Source data »

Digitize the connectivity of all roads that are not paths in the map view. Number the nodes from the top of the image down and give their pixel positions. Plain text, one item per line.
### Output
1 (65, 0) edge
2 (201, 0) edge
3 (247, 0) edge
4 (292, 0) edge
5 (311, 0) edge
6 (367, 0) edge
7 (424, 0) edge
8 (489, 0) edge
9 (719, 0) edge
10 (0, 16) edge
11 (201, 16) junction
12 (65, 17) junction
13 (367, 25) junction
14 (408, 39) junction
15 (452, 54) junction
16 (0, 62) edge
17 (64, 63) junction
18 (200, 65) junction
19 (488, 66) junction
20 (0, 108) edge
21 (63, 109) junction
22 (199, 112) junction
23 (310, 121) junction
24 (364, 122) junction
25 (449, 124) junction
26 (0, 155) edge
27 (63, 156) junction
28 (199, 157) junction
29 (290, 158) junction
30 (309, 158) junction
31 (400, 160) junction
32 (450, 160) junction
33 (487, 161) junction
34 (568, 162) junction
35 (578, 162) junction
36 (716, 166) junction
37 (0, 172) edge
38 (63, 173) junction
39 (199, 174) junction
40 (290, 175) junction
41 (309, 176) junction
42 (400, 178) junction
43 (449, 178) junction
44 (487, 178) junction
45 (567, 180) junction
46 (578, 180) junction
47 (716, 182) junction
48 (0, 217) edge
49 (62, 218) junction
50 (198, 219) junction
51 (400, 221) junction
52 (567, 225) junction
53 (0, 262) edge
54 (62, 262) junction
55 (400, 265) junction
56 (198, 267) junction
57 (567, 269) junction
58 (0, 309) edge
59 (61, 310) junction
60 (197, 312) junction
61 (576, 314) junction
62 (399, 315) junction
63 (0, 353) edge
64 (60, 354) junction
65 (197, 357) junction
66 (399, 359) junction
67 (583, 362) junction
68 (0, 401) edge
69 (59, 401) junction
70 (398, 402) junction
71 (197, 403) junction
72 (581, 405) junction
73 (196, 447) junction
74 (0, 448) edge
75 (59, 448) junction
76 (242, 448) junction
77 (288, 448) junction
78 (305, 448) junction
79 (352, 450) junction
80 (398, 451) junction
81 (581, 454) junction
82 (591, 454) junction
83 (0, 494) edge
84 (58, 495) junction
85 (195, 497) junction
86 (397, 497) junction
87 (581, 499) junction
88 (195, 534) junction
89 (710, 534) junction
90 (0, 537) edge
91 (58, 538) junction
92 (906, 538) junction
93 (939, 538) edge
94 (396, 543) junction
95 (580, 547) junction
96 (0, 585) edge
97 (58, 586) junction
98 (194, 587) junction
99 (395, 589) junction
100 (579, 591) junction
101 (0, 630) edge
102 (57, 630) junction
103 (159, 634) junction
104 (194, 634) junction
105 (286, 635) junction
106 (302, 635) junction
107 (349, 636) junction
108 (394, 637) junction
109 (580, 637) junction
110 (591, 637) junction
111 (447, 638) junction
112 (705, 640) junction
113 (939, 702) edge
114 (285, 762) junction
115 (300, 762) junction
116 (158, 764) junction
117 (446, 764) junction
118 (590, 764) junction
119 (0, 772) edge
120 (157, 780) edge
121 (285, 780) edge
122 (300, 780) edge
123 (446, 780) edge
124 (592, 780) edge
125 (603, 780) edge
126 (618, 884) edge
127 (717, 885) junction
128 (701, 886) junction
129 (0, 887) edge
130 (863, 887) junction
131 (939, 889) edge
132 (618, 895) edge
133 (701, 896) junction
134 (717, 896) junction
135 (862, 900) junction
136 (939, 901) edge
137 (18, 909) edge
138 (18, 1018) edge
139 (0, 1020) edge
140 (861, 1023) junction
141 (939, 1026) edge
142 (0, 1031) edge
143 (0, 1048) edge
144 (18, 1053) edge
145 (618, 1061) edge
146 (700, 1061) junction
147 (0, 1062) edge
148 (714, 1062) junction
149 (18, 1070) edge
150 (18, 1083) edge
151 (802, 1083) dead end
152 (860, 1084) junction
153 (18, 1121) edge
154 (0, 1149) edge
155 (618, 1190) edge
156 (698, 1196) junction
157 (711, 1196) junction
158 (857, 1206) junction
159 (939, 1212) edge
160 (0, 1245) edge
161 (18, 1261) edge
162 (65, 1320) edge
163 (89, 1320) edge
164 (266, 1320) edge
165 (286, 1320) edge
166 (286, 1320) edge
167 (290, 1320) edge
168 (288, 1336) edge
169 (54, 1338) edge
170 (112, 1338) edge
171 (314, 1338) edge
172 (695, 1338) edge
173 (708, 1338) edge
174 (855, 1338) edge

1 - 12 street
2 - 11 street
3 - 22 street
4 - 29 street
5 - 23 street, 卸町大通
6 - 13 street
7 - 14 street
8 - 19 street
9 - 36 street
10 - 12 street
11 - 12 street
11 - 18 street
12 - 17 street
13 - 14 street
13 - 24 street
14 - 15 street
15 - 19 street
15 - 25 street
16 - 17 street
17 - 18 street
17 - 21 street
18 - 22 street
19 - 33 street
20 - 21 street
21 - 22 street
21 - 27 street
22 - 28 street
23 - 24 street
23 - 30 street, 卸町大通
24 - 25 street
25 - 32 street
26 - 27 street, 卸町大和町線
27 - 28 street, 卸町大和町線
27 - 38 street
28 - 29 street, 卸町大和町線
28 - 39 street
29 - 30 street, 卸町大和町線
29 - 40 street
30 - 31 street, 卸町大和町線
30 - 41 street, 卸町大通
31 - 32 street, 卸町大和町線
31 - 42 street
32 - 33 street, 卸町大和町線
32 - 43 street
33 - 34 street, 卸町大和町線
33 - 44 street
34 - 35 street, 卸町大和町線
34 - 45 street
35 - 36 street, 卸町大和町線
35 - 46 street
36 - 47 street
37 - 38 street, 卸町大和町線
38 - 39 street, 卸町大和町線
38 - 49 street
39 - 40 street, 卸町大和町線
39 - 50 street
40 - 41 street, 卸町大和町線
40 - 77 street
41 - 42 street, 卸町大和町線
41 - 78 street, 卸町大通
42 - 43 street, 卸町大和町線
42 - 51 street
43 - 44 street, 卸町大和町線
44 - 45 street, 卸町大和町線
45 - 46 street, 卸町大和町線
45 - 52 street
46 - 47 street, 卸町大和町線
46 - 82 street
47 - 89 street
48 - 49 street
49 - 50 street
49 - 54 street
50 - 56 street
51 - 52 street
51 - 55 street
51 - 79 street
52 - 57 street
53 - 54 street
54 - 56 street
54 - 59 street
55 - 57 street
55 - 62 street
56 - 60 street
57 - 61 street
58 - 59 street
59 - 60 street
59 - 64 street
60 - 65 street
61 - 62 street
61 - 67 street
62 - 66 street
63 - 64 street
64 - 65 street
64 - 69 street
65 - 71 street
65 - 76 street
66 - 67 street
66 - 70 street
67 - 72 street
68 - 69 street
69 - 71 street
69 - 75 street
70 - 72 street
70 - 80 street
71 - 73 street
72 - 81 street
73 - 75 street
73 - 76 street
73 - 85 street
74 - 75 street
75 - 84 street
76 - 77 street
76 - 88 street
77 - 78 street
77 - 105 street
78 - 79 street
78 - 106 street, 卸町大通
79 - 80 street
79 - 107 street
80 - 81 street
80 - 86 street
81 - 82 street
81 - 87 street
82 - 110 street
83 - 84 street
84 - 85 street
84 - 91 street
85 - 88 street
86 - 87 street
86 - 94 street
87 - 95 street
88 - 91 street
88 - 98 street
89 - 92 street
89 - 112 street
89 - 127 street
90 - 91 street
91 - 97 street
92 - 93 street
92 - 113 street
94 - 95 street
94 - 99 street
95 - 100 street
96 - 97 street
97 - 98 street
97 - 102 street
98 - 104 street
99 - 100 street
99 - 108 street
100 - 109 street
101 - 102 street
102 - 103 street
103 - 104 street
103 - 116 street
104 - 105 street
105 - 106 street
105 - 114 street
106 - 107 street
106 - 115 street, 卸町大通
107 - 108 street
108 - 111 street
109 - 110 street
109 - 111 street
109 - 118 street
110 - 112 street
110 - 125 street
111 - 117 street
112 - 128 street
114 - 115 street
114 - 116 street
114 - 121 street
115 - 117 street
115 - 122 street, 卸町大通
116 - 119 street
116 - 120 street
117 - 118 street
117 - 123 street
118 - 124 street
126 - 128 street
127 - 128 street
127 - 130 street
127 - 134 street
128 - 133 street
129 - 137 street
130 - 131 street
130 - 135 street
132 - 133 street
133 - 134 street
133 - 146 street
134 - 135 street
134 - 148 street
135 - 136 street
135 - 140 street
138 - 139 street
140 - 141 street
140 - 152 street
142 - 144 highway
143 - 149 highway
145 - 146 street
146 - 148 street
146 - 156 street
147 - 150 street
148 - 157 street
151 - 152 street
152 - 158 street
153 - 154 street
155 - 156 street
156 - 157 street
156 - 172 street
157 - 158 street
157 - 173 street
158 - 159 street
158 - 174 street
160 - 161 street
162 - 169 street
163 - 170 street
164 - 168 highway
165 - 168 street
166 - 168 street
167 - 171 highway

==

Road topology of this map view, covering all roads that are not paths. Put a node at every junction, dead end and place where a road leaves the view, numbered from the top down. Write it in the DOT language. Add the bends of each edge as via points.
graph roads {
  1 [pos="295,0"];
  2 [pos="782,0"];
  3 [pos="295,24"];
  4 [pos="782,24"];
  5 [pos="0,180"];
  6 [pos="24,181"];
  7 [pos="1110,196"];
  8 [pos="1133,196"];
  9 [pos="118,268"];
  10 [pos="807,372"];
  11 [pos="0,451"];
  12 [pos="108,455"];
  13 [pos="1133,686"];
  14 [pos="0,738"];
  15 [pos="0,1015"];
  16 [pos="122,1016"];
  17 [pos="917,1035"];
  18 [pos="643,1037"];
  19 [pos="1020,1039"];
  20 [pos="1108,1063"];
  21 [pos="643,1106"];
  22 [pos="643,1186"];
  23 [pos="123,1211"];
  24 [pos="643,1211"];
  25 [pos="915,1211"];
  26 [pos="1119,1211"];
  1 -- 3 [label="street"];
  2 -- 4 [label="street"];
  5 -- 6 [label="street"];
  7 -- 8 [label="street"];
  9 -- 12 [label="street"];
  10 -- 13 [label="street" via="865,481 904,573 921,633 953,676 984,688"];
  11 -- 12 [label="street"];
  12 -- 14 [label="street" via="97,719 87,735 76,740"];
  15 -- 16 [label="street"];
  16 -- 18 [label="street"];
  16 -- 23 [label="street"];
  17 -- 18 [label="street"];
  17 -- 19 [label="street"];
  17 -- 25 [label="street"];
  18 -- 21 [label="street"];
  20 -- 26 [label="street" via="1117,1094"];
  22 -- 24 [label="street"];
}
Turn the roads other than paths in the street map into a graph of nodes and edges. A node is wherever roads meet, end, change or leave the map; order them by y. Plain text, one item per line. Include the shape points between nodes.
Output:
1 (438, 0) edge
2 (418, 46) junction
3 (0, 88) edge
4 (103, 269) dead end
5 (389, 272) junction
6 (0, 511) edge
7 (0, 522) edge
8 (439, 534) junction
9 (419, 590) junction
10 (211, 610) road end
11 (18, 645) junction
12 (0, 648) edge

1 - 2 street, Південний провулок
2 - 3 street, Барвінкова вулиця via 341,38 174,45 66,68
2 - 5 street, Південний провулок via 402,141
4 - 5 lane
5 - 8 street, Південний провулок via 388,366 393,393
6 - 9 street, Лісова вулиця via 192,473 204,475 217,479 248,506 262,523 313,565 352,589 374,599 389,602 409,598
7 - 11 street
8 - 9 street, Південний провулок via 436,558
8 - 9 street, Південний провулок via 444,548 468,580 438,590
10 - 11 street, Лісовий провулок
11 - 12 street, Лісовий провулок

What this task involves » Scan the data above and copy every line with "Plain" in it.

Output of the task »
Digitize the connectivity of all roads that are not paths in the map view. Number the nodes from the top of the image down and give their pixel positions. Plain text, one item per line.
Turn the roads other than paths in the street map into a graph of nodes and edges. A node is wherever roads meet, end, change or leave the map; order them by y. Plain text, one item per line. Include the shape points between nodes.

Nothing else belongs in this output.